Cuma, Haziran 07, 2013

Stranger Than Fiction



   “Korkunç bir gündü. Biliyorum, buna ikna oldum. Öyleyse bir kurabiye al. Süte ban. Ve ye.” Harold’un önüne bir tabak kurabiye ve bir bardak süt koyarken böyle der Ana. Harold Crick sıradan bir vergi memurudur. Sıkıcı, kendini tekrar eden bir hayatı vardır. Ana ise Harvard Hukuk’u bırakmış ve dünyayı daha iyi bir yer yapmak için hukukçu olmak yerine kurabiye yapmaya karar vermiştir.
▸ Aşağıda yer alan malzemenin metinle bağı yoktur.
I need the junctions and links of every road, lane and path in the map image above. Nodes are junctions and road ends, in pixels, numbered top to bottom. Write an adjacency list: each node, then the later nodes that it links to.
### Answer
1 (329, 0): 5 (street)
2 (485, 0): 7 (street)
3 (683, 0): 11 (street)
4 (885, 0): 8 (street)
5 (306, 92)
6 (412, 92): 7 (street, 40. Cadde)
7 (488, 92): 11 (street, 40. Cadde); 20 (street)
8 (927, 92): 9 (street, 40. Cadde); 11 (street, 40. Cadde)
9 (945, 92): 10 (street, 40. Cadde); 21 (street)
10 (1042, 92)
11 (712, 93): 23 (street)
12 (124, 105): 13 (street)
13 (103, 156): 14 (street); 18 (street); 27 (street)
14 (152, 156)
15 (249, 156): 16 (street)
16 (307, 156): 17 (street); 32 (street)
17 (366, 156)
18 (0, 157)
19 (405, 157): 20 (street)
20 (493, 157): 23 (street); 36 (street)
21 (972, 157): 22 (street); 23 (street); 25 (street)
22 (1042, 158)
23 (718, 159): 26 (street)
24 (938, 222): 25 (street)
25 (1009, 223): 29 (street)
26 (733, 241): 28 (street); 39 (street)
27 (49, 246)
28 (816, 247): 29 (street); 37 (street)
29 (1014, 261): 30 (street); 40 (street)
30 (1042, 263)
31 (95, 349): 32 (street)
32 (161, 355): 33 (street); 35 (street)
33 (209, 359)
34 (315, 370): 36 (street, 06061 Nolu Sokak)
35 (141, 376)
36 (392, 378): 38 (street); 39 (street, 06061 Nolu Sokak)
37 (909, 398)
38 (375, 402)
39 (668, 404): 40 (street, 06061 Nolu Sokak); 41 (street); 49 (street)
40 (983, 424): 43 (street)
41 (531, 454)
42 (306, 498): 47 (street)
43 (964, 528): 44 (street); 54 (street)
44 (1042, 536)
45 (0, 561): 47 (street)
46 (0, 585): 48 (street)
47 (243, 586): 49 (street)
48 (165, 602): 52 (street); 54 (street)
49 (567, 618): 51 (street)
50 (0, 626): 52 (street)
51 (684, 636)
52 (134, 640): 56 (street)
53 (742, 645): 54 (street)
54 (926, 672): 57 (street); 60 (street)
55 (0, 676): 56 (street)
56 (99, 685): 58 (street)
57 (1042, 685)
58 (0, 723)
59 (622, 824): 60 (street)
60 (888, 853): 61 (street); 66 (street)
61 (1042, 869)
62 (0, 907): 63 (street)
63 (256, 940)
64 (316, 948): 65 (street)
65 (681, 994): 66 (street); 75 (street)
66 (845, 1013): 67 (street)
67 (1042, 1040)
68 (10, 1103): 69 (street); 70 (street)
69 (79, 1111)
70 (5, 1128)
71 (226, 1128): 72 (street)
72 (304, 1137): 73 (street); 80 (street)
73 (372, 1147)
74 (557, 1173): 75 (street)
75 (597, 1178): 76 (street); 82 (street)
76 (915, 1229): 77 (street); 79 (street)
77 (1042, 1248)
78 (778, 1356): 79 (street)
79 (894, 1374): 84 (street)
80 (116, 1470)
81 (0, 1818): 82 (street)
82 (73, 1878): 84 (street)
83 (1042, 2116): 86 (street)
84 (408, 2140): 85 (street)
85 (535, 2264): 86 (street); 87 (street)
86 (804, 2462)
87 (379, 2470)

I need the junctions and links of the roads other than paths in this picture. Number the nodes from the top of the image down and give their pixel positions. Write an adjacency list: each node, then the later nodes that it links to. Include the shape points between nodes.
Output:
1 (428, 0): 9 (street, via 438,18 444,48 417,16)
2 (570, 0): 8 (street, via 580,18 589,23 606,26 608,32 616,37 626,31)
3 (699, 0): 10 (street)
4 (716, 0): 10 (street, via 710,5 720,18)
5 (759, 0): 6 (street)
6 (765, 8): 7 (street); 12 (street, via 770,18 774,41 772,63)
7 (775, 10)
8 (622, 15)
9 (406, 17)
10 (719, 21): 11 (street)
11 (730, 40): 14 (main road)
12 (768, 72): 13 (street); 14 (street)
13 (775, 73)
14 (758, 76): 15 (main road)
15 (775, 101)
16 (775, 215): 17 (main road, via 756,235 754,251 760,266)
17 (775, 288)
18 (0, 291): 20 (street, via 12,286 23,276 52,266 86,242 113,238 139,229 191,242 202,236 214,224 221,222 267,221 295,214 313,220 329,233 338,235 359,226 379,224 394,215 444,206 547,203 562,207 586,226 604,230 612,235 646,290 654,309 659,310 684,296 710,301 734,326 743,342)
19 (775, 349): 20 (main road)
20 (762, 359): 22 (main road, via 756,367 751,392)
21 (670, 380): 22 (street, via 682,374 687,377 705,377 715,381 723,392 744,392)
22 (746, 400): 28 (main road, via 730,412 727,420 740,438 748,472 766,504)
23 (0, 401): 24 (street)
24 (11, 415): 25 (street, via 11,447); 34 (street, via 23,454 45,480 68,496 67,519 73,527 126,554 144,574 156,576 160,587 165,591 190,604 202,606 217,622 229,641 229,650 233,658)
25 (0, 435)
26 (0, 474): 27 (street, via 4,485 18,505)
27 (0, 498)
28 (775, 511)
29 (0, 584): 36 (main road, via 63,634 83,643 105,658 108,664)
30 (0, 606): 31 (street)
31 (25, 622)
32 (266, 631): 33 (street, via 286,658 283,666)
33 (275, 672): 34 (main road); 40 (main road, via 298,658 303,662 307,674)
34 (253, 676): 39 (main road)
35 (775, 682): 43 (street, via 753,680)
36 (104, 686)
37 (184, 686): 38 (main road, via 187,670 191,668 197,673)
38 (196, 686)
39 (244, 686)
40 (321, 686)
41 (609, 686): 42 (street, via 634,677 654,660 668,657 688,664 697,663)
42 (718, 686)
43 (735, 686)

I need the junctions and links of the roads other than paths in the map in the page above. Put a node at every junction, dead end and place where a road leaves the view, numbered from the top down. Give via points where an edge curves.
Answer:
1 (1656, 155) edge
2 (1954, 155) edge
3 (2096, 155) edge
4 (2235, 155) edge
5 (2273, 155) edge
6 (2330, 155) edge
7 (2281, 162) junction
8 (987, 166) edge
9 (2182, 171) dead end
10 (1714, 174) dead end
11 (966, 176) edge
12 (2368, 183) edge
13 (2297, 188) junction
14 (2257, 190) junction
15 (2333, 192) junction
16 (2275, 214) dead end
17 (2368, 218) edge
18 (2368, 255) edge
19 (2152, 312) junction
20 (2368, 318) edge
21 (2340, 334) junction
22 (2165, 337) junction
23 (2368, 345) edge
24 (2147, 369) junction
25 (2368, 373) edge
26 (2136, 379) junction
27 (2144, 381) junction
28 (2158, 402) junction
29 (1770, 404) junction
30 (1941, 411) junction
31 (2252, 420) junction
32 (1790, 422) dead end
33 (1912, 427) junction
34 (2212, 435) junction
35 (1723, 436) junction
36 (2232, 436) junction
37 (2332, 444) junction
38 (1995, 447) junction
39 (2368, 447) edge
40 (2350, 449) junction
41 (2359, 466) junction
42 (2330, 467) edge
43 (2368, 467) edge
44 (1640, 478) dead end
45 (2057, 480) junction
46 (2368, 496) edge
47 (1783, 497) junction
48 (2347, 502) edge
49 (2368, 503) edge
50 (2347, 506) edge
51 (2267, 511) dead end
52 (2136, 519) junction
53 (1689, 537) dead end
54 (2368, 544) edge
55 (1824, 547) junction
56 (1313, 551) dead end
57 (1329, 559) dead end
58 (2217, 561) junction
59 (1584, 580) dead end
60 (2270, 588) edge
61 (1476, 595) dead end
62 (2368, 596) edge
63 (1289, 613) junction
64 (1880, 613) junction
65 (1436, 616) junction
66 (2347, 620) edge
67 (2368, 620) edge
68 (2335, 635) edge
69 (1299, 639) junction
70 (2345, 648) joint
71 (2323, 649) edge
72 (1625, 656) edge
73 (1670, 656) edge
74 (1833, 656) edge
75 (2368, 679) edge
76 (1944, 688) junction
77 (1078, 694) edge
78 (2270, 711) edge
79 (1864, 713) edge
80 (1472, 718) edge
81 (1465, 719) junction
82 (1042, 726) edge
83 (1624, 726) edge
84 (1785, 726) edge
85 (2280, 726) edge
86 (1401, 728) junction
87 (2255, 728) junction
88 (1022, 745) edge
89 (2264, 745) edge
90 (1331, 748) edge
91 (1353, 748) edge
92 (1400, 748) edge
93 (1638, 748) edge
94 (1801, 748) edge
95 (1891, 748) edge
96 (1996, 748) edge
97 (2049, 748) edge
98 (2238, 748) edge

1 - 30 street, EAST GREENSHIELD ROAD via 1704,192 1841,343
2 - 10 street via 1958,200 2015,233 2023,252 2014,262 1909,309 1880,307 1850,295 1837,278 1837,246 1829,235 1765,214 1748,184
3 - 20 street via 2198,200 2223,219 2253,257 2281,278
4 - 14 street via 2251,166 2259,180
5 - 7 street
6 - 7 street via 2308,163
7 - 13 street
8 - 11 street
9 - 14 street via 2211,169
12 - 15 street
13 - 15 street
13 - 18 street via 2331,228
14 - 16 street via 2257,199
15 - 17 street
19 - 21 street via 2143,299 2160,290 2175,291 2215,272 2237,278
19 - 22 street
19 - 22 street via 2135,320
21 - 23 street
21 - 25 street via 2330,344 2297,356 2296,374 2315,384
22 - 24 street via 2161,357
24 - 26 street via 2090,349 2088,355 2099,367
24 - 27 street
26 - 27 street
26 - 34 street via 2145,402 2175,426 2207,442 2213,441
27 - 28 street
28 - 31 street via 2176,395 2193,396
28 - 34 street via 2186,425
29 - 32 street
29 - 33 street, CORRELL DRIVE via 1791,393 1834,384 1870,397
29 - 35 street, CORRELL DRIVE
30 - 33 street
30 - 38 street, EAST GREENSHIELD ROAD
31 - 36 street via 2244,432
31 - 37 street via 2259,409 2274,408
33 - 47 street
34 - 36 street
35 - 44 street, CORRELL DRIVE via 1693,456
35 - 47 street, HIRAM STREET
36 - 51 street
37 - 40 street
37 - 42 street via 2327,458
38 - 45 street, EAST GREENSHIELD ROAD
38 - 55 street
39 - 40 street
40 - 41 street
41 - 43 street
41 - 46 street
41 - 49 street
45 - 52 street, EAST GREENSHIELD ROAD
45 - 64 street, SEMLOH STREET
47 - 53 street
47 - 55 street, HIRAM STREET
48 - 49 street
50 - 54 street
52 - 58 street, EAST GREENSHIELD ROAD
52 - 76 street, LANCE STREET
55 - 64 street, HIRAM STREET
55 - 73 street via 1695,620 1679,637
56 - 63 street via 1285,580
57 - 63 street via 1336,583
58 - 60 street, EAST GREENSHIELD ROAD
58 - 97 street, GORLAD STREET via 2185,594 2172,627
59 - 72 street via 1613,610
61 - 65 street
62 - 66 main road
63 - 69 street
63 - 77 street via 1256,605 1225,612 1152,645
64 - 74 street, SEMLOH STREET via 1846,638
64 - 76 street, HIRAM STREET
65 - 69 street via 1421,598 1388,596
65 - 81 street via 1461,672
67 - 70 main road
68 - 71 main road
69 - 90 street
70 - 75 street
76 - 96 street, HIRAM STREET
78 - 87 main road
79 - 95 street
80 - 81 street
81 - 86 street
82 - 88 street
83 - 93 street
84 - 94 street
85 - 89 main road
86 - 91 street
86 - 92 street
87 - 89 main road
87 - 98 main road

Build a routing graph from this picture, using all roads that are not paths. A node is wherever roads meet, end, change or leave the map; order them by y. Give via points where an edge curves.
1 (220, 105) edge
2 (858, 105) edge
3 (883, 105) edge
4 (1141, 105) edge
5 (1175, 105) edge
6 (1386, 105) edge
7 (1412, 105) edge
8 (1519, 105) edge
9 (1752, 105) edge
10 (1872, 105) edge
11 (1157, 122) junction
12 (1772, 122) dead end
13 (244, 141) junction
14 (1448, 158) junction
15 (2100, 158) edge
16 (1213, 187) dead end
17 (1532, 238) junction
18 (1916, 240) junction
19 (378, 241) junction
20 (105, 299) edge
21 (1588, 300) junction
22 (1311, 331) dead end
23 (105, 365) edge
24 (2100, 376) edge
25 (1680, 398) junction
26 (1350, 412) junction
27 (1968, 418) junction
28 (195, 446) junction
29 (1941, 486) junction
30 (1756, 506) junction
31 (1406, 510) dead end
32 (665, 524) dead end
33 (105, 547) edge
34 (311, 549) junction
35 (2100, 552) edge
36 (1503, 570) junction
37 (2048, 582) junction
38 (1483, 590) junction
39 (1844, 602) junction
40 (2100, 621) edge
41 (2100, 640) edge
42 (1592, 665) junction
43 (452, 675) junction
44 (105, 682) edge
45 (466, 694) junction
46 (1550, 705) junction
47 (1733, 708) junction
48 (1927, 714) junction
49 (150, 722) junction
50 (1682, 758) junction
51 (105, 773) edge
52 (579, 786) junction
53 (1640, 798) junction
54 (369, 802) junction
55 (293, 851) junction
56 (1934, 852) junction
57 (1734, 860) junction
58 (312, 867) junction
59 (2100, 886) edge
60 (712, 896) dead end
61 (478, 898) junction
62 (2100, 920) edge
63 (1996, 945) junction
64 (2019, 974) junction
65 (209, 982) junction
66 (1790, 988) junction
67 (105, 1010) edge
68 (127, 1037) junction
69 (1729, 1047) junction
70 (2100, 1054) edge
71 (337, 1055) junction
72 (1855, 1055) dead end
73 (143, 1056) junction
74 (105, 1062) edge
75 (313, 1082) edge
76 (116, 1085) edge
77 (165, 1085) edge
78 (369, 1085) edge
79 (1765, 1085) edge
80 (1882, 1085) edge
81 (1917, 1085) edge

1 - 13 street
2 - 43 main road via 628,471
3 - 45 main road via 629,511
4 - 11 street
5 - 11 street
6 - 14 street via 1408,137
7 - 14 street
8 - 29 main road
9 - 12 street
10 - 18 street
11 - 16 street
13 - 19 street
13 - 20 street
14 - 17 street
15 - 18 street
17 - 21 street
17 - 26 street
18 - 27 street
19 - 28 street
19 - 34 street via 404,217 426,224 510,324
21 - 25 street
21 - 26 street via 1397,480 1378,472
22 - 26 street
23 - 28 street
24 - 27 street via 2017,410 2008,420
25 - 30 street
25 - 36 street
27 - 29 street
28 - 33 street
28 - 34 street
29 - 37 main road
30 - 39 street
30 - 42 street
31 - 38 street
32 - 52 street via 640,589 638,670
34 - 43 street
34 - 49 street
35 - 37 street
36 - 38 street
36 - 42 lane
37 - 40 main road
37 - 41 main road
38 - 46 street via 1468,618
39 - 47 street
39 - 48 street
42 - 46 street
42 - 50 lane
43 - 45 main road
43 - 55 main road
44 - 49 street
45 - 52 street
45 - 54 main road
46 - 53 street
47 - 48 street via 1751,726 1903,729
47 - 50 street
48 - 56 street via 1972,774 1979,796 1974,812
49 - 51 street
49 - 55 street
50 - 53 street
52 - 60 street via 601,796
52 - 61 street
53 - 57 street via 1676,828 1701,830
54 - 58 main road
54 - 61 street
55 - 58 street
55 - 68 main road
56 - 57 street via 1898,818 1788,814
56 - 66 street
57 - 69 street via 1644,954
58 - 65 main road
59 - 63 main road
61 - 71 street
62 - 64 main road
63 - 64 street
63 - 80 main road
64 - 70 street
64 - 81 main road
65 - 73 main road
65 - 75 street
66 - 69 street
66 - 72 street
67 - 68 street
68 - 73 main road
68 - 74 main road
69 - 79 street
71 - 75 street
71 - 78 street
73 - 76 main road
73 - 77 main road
En büyük tutkusu kurabiye pişirmektir. Bu insanın ağzını sulandıran sahne Ana’nın muhteşem fırınında geçer. 


   Filmdeki asıl hikaye bir gün Harold’un kafasında bir ses duymasıdır. Bu sesin sahibi, Harry’nin ana karakteri olduğu kitabın yazarından başkası değildir ve Emma Thompson’un oynadığı yazar kahramanını öldürme kararı alır. 


   Stranger Than Fiction yemek merkezinde olmasa da, hayatı sorgulayan hikâyesinde kurabiyelere ve onların yaratıcısı Ana’ya öyle tatlı paslar verir ki, filmin Ana-Harry sahneleri bir başka güzeldir. Filmin en güzel anlarından biri, yine ikisi arasındadır:  Harry’nin Ana’ya paket paket un hediye alma sahnesi. Verirken şöyle der: “Seni istiyorum.” Filmin son sahnesindeki dış ses ise hikayenin özeti gibidir: “Harold, Bavaria kurabiyesinden bir ısırık aldı ve en sonunda her şeyin yoluna gireceğini hissetti.”



   Dün gece ülkeye dönen başbakan konuşmasını duyduktan sonra ne bir film izlemek istedim ne yemekten bahseden bir şey yazmak istedim. Üzülüyorum vallahi.. İnanın içim hiç rahat değil. Pazartesi görüşmek üzere, kendinize dikkat edin.